- TASK OBJECTIVE -
In the records that follow, find each line with "Meadow" and pull it out.
━━ GIVEN INFORMATION ━━
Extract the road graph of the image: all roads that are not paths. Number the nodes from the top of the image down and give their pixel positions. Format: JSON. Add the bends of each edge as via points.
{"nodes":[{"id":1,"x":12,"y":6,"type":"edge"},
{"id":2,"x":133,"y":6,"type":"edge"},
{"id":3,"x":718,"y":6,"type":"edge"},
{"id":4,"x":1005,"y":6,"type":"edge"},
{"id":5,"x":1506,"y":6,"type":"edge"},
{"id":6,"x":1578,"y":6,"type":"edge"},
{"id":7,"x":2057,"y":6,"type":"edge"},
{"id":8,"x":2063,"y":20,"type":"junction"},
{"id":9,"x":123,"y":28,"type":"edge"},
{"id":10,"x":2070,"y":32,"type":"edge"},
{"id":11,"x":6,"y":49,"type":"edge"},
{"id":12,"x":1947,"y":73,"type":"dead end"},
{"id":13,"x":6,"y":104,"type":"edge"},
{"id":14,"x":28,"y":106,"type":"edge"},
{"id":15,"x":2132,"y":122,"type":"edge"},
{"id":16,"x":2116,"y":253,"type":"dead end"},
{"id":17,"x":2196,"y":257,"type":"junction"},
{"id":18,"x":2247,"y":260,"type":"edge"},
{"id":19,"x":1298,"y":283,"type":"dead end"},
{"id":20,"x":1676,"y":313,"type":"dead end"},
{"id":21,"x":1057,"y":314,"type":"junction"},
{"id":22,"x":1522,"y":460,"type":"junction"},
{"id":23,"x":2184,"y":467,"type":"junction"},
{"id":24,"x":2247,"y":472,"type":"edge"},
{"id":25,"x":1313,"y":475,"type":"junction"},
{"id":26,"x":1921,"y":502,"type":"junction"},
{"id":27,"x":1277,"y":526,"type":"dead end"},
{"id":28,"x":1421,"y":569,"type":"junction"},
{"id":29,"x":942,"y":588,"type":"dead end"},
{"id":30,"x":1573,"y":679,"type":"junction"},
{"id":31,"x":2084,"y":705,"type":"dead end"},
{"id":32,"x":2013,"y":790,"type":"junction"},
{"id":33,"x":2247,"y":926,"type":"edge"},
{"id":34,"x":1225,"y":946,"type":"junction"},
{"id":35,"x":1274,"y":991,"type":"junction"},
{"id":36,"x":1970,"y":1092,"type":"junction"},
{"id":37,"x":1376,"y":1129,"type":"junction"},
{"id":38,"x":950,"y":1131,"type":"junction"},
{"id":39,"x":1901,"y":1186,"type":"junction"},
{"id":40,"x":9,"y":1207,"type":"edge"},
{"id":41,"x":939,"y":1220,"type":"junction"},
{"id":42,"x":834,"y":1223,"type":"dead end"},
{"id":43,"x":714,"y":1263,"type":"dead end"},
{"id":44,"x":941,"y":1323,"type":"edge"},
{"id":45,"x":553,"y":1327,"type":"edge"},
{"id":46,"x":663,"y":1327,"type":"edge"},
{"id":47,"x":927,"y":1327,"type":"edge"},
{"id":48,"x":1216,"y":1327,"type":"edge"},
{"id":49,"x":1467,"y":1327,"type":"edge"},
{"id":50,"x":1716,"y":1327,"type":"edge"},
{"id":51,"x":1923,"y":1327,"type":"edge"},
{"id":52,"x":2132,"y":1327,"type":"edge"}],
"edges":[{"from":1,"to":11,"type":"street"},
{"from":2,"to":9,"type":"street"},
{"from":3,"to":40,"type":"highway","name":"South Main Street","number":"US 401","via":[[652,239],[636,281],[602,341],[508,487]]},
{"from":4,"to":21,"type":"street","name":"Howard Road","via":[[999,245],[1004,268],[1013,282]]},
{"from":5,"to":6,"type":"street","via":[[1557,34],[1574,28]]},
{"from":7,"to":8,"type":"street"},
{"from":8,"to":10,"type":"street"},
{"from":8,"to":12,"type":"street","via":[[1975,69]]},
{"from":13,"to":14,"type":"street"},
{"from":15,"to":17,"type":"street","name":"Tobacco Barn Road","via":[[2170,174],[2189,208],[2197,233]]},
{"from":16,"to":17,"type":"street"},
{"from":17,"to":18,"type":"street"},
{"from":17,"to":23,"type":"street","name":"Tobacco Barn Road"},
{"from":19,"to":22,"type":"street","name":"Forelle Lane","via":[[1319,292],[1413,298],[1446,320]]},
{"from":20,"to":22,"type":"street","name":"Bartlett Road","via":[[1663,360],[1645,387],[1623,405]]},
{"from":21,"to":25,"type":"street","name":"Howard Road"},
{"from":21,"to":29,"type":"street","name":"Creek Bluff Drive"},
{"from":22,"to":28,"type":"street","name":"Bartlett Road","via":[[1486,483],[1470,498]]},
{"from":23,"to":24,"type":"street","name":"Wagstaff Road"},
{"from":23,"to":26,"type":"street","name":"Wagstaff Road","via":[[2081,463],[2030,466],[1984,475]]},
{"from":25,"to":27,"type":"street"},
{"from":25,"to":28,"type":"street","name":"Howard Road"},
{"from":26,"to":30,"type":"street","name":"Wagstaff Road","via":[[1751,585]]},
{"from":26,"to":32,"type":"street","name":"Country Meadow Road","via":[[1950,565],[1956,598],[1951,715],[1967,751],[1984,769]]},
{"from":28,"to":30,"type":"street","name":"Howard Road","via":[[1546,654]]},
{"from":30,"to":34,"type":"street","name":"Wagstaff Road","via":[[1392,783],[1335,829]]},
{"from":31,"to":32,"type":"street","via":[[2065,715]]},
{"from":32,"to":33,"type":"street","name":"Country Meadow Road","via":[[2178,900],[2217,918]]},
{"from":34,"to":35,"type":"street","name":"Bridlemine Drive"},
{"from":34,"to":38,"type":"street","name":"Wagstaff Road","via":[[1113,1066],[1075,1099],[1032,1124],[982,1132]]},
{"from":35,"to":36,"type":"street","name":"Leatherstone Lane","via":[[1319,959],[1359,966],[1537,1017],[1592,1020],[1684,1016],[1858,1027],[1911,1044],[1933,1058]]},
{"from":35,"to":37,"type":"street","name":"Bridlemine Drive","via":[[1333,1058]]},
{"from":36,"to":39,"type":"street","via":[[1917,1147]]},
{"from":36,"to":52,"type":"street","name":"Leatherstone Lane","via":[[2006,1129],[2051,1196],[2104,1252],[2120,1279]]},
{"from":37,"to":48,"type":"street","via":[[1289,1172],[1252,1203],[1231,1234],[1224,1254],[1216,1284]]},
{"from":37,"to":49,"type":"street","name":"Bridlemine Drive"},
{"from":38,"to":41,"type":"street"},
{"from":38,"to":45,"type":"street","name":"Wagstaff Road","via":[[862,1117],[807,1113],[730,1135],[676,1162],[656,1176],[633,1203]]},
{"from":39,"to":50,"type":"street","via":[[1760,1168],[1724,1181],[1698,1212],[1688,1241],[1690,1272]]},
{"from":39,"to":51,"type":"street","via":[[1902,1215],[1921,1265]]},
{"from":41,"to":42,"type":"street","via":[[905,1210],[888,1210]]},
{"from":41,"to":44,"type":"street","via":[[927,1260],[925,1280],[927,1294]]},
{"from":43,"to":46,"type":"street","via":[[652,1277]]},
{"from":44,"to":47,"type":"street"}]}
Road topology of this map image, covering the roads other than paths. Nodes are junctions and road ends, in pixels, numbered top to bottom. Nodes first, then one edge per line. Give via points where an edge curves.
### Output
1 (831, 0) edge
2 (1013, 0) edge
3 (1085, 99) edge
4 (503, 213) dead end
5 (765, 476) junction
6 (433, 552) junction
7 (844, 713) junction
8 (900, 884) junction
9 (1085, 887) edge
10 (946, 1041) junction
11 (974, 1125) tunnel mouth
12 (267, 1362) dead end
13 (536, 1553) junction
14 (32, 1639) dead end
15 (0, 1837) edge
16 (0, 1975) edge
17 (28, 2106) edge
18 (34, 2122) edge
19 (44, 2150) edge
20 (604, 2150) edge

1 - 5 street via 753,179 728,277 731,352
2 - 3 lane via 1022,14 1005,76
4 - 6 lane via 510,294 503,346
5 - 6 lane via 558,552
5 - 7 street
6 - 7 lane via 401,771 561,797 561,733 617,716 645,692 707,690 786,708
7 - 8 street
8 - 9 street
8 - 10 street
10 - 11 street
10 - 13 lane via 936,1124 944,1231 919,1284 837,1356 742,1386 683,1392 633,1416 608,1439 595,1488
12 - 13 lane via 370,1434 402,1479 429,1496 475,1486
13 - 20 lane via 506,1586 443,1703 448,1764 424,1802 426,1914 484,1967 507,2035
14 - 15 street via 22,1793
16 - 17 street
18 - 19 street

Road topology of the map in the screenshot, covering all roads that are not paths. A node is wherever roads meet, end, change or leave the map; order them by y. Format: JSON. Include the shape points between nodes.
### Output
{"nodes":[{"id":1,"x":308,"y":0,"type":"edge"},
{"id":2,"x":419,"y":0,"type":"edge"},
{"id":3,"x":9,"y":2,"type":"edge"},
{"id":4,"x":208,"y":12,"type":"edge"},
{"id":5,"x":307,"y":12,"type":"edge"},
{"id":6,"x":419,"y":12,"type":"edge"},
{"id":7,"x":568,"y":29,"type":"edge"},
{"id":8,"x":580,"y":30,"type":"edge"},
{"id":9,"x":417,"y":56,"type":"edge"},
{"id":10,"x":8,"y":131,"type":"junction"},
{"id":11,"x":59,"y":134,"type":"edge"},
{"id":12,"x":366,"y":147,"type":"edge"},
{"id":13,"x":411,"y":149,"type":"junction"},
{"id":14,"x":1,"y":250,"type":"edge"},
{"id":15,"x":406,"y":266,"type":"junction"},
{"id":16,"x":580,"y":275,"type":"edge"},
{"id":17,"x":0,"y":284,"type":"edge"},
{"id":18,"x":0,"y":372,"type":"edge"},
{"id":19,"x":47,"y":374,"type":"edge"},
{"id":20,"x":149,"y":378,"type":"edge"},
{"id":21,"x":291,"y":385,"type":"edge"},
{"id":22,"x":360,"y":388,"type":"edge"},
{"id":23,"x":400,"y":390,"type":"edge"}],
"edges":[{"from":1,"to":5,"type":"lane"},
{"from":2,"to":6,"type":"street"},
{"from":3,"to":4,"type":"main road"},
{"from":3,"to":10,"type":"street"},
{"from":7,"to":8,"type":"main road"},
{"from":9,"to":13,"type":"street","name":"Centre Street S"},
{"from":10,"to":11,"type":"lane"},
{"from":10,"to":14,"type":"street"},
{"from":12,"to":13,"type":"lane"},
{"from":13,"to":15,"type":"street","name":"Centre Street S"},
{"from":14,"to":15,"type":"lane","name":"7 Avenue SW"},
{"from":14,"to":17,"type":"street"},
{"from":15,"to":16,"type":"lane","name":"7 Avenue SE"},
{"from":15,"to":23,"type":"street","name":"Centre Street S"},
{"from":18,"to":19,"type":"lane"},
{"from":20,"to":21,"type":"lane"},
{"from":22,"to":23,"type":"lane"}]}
━━━
- SOLUTION TO THE EXERCISE -
{"from":26,"to":32,"type":"street","name":"Country Meadow Road","via":[[1950,565],[1956,598],[1951,715],[1967,751],[1984,769]]},
{"from":32,"to":33,"type":"street","name":"Country Meadow Road","via":[[2178,900],[2217,918]]},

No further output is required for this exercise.